Vera flushed deeply but avoided looking at Wendell. "Some people," she told Jaeger, "reject any scientific conclusion that doesn't happen to support their convictions."
"Some people do indeed," Wendell said.
"Maestro," said Stanton, "you've just walked into the middle of one of the most hotly debated political issues on the planet."
"And this discussion is getting altogether too serious for a party," Eleanor said. "Maestro, can I get you anything to smoke, or to eat? Or perhaps you'd like to meet some of our guests?"
"Thank you, but if you don't mind, I'd like to spend some time in the laserium warming up--if it wouldn't offend you?"
"Not at all," Eleanor said. "Vera, why don't you escort the Maestro down?"
"Of course."
Wendell laughed. "Pardon me, Maestro, but this reminds me of a story I've heard about you--"
"Yes?"
"--that a well-known society hostess, some years ago, once asked you what your price would be to play at one of her exclusive parties. And it's said you gave her a price of five hundred auragrams. She supposedly agreed without flinching, then said to you, 'You realize, of course, that I will expect you not to mingle with my guests.' And you are supposed to have said, 'In that case, madam, I will charge you only one hundred auragrams.'"
Everyone laughed, especially Wendell, a confirmed self- panicker if ever there was one. "This story has followed me around for years," Jaeger said. "I only wish it were about me. It actually goes back to the celebrated virtuoso Fritz Kreisler."
"Really?" Wendell said. "I thought I knew all the great names of lasegraphy, but I've never heard of him."
Jaeger smiled wistfully; he knew too well that time wounded as often as it healed. "Kreisler was a virtuoso before the laser was even invented," he said. "He was a violin player."
Wendell shrugged.
A few minutes later, Vera took Jaeger down to the lawn dome. When they entered, Jaeger was happy to learn that the Darrises had a top-notch private laserium, one of the best home facilities he'd ever seen. It wasn't the pyradome, of course, but them again, what was? There were reclining couches here to seat over two hundred around the dome's perimeter, with a Tiger Pit in the center for the performer. Jaeger himself had been the one who'd tagged the Tiger Pit after performing one night to a paticularly hostile audience. The name had stuck. Jaeger found the day glow controls, since Vera didn't know where they were anyway, and he raised the dome lights. He began unpacking his instrument while Vera look on attentively; Jaeger had no way of knowing the significance.
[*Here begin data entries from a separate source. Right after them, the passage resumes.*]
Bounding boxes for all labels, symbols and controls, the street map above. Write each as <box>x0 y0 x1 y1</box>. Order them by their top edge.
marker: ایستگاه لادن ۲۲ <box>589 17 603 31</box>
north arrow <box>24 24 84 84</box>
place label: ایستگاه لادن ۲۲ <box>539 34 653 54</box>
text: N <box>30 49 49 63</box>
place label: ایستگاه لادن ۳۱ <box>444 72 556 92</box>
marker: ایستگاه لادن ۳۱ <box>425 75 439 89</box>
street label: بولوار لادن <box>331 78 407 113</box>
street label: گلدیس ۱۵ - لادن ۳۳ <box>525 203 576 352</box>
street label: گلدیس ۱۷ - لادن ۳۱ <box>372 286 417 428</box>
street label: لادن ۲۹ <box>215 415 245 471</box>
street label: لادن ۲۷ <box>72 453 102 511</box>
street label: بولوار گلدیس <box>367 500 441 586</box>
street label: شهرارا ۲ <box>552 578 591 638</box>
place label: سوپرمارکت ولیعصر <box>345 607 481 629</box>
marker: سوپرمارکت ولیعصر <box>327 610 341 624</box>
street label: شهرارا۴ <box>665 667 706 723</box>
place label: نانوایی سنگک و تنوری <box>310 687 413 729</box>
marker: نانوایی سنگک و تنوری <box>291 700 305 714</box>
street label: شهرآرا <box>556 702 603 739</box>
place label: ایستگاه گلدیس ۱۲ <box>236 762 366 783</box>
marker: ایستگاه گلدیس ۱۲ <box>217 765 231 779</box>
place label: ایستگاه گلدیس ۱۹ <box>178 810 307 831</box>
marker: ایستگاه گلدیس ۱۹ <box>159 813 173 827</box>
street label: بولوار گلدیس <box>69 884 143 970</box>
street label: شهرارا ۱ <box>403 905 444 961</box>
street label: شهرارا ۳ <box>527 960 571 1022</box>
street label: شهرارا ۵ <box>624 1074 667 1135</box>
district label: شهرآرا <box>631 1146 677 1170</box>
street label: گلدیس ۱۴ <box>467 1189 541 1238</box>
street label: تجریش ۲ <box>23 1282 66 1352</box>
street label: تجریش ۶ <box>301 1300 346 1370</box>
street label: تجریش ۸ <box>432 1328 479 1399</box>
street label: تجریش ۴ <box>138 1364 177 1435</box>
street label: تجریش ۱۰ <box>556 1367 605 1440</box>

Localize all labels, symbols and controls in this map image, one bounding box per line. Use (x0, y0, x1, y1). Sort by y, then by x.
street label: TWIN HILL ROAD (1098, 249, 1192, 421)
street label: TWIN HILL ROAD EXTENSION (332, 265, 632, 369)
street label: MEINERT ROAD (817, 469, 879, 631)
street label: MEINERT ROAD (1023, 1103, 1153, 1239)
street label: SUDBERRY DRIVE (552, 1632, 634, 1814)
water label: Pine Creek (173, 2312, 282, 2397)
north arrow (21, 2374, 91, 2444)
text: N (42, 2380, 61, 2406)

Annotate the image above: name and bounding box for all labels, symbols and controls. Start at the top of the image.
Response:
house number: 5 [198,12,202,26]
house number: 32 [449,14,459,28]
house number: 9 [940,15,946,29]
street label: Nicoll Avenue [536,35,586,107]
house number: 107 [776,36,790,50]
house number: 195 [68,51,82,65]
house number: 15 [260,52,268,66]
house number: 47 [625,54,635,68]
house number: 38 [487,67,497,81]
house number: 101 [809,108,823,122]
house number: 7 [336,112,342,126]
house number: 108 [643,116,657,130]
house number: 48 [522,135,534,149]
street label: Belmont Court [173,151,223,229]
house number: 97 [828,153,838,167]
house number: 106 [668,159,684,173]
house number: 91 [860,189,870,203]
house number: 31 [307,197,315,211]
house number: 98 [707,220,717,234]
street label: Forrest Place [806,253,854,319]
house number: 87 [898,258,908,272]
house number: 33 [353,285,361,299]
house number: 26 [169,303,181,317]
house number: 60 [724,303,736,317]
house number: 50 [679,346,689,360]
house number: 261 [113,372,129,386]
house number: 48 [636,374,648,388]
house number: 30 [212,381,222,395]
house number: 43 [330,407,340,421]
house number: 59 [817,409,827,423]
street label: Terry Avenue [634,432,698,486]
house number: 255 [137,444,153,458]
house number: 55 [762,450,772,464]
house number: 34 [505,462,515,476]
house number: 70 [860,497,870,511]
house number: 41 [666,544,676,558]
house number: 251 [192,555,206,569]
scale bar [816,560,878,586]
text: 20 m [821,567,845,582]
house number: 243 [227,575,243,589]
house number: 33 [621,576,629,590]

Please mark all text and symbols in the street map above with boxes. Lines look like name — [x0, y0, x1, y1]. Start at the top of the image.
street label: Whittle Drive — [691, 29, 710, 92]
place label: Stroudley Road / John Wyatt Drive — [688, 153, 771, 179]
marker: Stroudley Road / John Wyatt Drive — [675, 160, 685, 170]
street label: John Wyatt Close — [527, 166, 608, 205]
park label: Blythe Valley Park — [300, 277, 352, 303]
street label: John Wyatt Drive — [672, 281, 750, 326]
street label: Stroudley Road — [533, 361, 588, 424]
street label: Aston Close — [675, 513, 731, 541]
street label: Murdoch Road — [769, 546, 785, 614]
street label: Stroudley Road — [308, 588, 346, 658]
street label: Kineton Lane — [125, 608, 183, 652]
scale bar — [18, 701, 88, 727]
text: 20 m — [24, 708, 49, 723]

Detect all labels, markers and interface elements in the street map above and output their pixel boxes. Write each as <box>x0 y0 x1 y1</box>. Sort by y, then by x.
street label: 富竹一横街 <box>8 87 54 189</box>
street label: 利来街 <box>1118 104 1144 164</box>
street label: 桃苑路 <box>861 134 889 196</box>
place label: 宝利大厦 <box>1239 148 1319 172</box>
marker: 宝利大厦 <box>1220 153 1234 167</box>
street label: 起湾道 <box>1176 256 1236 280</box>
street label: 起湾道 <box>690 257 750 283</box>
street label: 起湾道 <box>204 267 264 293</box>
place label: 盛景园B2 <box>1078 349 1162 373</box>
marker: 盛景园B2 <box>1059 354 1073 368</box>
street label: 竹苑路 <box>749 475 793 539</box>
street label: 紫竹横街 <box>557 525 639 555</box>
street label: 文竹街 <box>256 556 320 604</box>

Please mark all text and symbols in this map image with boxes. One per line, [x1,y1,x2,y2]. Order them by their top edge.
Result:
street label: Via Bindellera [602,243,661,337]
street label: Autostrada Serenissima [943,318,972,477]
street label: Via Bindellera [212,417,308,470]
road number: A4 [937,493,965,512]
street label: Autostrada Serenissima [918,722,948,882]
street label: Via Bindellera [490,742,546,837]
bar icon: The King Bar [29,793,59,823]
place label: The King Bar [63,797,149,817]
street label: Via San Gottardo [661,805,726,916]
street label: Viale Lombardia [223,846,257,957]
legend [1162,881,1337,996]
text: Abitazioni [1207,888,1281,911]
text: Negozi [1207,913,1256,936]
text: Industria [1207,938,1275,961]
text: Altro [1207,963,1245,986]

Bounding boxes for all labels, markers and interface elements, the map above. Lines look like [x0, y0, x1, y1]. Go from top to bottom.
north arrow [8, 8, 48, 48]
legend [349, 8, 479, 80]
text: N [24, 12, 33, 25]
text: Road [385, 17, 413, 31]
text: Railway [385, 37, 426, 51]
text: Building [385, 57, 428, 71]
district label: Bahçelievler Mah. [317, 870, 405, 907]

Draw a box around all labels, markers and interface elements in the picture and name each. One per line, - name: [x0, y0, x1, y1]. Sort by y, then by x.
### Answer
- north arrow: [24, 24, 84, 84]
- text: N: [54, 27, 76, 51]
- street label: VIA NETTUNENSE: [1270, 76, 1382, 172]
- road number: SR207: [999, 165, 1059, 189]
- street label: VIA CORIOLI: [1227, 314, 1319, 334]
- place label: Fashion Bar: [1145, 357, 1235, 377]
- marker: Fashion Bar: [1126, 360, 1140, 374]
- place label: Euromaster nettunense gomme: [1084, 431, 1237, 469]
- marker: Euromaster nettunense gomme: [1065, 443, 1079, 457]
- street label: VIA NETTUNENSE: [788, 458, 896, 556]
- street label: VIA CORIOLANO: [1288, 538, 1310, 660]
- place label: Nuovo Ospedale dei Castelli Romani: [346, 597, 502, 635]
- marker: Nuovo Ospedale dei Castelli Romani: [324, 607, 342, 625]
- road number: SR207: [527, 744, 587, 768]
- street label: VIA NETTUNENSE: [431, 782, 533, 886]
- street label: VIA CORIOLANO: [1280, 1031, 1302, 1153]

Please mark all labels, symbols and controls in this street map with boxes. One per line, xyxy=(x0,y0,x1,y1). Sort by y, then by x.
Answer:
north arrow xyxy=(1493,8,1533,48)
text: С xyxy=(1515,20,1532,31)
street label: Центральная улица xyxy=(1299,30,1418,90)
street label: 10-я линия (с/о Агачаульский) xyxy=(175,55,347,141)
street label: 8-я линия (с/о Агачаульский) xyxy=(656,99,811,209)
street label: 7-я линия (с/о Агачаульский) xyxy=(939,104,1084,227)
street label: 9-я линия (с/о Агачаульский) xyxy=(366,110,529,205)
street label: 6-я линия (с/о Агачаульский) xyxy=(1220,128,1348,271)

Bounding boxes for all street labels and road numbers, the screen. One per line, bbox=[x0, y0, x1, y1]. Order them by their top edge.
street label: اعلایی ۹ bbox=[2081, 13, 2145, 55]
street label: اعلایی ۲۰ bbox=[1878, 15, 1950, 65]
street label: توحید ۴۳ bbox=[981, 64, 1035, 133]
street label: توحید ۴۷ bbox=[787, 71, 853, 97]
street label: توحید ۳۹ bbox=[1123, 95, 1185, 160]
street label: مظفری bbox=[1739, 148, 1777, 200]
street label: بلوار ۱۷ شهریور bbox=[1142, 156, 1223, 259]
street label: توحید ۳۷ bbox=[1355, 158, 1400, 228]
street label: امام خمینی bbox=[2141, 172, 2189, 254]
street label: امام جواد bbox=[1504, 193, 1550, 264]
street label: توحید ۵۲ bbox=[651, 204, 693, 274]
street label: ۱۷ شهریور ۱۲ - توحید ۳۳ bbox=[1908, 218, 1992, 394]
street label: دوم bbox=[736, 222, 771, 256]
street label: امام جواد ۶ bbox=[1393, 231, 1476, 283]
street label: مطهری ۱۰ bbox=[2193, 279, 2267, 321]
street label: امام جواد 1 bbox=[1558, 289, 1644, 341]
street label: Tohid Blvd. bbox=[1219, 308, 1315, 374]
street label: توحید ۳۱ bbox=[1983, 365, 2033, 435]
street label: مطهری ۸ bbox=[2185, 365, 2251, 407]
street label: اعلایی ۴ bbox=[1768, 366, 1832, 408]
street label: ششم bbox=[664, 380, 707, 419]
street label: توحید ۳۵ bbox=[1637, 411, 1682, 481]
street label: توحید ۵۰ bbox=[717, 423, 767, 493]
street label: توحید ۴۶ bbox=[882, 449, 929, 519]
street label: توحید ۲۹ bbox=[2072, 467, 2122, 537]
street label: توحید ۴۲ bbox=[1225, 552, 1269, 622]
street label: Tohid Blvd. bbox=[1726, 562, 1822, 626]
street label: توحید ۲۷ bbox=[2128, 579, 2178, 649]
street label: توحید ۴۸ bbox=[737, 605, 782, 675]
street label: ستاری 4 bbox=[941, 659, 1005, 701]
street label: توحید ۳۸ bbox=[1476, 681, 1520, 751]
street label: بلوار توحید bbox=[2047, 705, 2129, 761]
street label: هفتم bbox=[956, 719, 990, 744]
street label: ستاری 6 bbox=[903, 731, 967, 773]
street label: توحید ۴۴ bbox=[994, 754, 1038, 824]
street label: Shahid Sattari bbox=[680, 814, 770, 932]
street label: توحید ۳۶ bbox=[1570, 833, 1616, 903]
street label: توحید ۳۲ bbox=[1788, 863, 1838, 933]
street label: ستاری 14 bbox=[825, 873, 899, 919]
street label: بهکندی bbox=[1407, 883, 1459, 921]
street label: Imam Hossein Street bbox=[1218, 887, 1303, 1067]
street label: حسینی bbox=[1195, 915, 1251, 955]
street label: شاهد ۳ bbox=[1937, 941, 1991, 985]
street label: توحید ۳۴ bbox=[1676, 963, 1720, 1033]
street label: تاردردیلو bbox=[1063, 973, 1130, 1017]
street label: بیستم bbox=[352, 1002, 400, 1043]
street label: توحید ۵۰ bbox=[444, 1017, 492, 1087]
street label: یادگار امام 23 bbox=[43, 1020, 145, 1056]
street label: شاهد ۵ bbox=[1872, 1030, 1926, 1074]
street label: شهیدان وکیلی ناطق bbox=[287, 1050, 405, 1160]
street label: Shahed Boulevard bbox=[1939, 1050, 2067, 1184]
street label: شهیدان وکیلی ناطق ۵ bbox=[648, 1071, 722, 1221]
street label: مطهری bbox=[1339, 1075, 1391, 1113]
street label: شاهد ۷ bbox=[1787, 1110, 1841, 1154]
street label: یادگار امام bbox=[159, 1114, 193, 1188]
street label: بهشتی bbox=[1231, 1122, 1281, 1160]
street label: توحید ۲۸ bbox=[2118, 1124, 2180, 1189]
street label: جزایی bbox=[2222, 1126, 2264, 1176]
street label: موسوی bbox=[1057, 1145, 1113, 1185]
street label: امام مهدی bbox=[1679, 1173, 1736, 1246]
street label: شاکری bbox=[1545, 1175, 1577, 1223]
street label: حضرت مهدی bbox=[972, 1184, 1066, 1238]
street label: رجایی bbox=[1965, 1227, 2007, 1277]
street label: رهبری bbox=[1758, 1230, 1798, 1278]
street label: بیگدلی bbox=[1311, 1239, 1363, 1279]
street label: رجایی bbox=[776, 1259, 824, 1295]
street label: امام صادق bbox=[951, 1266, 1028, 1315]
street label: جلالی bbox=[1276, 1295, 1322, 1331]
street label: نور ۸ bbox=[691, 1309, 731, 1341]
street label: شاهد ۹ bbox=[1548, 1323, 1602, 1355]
His instrument comprised two parts. Jaeger's console was merely a very light, very modern LCAA 1600 keyboard, not very much different from consoles in use a century before. The controls were seventy-two touch-sensitive finger panels and a dozen foot pedals, with a monitor screen and an electronic scroller for written scores; inside the console were mostly just some very prosaic oscillators and microprocessors.
The Merlino chromatic laser Jaeger owned was a different matter altogether. Aside from superlative eighty-two-year-old craftsmanship, there was nothing unusual about the array of scanners, mirrors, prisms, dichroic filters, holographic plates, and other opticals designed to modulate pinpoint laser beams into dimensional imagery. What distinguished the Merlino was an almost intangible warmth and subtlety of expression, possible only through its use of nine of the rarest, most expensive, and most perfect cut fire gems in existence.
Nobody knew precisely what fire gems were--whether they were natural crystals or synthetic artifacts--but they had been found in some quantity on one of the asteroids. Opinions respecting whether they were natural or created by some previous human or alien civilization tended to shift with the latest theories regarding the probable existence of an ancient, exploded planet where the asteriod belt was now.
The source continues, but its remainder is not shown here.